New Laser-Based Welding Promises to Cut Energy Consumption In Construction
Researchers at the Fraunhofer Institute in Germany have developed a novel laser-based system that can be used for precision and energy-efficient welding of construction metals. According to their measurements, the energy requirements of their system are roughly 85% lower than that of conventional welding methods, while the result is also typically of a higher quality due to more precision control.
This is further accentuated when the welding line is long, where human welders may get tired or are forced to change positions often, and the end result is inevitably not totally homogeneous.
Another problem with traditional welding methods is that a large proportion of the spent energy doesn’t go into the welding process itself, but instead, it’s dispersed in the molecular structure of the metal in the components. This causes thermal damage to the material, sometimes even introducing distortions, and also delays the post-welding treatment process.
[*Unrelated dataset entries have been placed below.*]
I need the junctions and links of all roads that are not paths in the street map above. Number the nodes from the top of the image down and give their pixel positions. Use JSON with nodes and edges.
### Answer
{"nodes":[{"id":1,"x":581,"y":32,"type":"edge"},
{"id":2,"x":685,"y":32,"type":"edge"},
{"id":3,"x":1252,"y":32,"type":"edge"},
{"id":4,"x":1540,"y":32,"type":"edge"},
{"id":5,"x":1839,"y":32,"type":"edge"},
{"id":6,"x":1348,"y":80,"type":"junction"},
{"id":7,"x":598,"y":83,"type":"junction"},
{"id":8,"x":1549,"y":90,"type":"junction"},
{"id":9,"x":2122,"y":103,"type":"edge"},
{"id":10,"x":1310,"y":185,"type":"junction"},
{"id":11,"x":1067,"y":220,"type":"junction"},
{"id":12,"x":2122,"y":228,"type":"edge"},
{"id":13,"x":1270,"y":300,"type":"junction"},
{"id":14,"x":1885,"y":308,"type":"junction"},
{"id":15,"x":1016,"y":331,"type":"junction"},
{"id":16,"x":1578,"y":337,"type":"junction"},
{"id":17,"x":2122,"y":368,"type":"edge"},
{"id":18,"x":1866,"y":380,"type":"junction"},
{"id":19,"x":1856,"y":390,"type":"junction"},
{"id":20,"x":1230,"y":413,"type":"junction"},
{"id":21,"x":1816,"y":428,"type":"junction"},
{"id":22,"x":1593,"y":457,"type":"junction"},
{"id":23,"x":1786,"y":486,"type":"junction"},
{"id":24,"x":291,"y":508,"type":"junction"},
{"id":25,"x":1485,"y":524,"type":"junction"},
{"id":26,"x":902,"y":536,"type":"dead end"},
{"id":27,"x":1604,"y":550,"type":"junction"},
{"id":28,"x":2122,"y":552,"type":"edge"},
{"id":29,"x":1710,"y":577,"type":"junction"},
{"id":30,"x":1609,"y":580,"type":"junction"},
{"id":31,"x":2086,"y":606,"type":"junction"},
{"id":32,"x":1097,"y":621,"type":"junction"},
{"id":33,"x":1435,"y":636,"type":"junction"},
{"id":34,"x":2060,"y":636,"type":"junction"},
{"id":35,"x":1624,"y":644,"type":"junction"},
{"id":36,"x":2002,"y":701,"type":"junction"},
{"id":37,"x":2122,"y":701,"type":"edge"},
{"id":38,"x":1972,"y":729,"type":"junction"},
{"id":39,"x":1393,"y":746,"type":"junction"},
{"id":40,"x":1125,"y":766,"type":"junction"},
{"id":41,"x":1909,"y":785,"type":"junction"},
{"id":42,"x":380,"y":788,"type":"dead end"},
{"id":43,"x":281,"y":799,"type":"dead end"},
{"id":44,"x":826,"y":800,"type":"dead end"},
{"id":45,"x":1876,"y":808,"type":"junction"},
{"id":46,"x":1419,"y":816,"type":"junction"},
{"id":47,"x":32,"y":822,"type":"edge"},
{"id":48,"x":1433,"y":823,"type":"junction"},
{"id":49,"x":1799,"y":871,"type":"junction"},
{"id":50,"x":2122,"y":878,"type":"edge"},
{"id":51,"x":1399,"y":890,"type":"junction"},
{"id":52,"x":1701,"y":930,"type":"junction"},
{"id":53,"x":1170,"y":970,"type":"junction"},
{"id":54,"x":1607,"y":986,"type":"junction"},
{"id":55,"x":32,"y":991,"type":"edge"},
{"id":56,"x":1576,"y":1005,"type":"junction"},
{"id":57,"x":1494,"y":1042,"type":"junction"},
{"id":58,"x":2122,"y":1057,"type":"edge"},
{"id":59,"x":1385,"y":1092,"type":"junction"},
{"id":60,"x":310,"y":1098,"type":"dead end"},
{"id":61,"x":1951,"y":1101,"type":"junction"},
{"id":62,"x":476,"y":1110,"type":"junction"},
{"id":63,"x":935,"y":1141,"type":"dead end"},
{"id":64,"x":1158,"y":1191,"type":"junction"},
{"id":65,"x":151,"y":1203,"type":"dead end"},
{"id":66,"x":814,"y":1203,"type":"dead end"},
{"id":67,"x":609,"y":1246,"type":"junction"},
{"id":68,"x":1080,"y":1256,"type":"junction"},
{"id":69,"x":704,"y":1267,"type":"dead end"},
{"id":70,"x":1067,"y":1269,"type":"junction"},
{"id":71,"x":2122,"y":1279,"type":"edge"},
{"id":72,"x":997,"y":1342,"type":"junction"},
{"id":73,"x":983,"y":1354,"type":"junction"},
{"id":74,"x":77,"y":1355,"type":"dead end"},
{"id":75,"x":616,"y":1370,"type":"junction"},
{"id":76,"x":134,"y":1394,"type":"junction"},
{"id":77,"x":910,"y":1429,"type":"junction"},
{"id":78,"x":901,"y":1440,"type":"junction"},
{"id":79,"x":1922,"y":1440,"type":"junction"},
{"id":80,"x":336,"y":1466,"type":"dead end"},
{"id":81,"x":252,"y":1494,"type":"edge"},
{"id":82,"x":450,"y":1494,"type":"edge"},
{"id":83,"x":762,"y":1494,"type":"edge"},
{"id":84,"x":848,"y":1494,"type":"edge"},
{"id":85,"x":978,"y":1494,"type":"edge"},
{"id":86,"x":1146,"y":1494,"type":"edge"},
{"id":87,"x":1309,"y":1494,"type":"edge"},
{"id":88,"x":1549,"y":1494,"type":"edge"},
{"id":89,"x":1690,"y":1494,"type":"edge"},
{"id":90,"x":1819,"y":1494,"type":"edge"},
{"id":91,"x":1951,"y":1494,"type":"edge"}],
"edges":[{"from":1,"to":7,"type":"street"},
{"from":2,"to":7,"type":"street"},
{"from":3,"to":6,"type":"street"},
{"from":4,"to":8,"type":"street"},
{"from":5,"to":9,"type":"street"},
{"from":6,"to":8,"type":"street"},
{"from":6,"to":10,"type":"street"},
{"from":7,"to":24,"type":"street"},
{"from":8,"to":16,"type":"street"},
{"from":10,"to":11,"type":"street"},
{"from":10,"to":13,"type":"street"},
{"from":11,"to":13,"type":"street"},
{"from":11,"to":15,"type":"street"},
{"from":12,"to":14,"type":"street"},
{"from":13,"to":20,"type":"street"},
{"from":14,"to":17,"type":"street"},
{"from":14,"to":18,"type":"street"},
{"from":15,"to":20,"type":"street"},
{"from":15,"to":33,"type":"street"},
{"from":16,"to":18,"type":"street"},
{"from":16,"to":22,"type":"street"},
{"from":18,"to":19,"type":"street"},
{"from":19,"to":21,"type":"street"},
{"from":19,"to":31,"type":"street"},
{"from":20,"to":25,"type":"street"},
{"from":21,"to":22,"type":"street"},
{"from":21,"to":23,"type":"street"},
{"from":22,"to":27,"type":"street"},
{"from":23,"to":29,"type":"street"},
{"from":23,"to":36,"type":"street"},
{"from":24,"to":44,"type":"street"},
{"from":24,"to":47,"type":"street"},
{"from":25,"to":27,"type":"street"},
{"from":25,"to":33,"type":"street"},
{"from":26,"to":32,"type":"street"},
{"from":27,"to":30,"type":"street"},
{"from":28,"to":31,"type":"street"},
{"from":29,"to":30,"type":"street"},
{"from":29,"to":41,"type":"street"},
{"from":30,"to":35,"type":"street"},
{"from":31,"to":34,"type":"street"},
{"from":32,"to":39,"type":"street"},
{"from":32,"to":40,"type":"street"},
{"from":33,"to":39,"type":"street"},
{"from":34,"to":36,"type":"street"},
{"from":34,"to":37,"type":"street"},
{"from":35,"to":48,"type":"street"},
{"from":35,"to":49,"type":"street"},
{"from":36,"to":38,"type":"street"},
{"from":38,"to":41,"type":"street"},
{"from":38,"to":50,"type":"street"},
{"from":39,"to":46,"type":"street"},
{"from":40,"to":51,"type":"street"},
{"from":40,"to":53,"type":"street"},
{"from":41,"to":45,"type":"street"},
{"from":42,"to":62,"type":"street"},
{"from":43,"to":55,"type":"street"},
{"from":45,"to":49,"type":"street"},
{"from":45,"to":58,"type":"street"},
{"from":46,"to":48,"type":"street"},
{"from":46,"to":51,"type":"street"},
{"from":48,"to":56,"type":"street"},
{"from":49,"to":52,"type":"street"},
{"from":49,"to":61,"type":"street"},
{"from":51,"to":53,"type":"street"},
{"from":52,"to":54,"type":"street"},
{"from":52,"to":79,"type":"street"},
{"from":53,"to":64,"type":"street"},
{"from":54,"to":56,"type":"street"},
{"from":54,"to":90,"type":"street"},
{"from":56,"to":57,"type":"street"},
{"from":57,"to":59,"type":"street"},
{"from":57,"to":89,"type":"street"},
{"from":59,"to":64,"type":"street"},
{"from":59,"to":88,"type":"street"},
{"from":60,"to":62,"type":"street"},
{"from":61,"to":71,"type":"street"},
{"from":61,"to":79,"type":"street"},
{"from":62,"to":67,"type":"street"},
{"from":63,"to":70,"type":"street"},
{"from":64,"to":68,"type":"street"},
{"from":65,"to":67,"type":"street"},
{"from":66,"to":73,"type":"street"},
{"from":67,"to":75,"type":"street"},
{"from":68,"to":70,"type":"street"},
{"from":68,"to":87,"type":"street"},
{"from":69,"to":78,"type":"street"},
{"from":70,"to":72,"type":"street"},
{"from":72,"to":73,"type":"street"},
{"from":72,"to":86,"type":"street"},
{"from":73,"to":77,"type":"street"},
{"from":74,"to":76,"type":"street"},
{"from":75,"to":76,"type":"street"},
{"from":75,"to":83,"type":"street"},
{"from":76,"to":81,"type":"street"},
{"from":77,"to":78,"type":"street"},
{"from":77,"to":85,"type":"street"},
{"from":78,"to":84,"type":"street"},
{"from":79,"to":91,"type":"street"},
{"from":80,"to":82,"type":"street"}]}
The solution of the Fraunhofer team is to use a high-intensity laser beam that hits the welding line with accuracy and directs heating energy right on the welding point. This reduces the time by up to 70%, energy consumption by 85%, and keeps the component relatively cold.
The team put this system to the test and used an indoor crane segment made of structural steel to demonstrate their laser-based welder. The piece had a length of four meters, and the welds followed the industry-typical standards of a butt joint on 30 mm plates and a complete T-joint on a 15 mm plate.
Compared to submerged arc welding and the required subsequent straightening process that comes with it, the laser-based solution reduced the cost of making a 30 mm thick weld by 50%. For thinner thickness, at 20 mm, the theoretical cost savings reached 80%. Taking that to a grander operational scale would translate to cost cuts of hundreds of thousands of USD.